Work to be completed: Take the entries that follow and write each one out exactly.

Working data:
Segment Open
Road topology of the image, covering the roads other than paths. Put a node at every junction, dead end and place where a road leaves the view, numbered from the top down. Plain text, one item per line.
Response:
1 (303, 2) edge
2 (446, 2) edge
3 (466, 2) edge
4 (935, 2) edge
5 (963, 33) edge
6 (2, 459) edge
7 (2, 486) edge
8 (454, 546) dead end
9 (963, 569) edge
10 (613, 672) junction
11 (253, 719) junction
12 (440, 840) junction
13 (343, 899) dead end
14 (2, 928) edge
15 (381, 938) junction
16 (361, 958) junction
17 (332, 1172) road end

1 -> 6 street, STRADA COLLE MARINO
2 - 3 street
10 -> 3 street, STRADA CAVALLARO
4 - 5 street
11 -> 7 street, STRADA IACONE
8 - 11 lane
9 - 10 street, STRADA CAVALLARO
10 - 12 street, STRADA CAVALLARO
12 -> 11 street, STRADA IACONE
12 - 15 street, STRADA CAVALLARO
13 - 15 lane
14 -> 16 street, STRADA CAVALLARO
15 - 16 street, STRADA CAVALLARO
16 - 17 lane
Segment Closed
Answer to this problem:
Road topology of the image, covering the roads other than paths. Put a node at every junction, dead end and place where a road leaves the view, numbered from the top down. Plain text, one item per line.
Response:
1 (303, 2) edge
2 (446, 2) edge
3 (466, 2) edge
4 (935, 2) edge
5 (963, 33) edge
6 (2, 459) edge
7 (2, 486) edge
8 (454, 546) dead end
9 (963, 569) edge
10 (613, 672) junction
11 (253, 719) junction
12 (440, 840) junction
13 (343, 899) dead end
14 (2, 928) edge
15 (381, 938) junction
16 (361, 958) junction
17 (332, 1172) road end

1 -> 6 street, STRADA COLLE MARINO
2 - 3 street
10 -> 3 street, STRADA CAVALLARO
4 - 5 street
11 -> 7 street, STRADA IACONE
8 - 11 lane
9 - 10 street, STRADA CAVALLARO
10 - 12 street, STRADA CAVALLARO
12 -> 11 street, STRADA IACONE
12 - 15 street, STRADA CAVALLARO
13 - 15 lane
14 -> 16 street, STRADA CAVALLARO
15 - 16 street, STRADA CAVALLARO
16 - 17 lane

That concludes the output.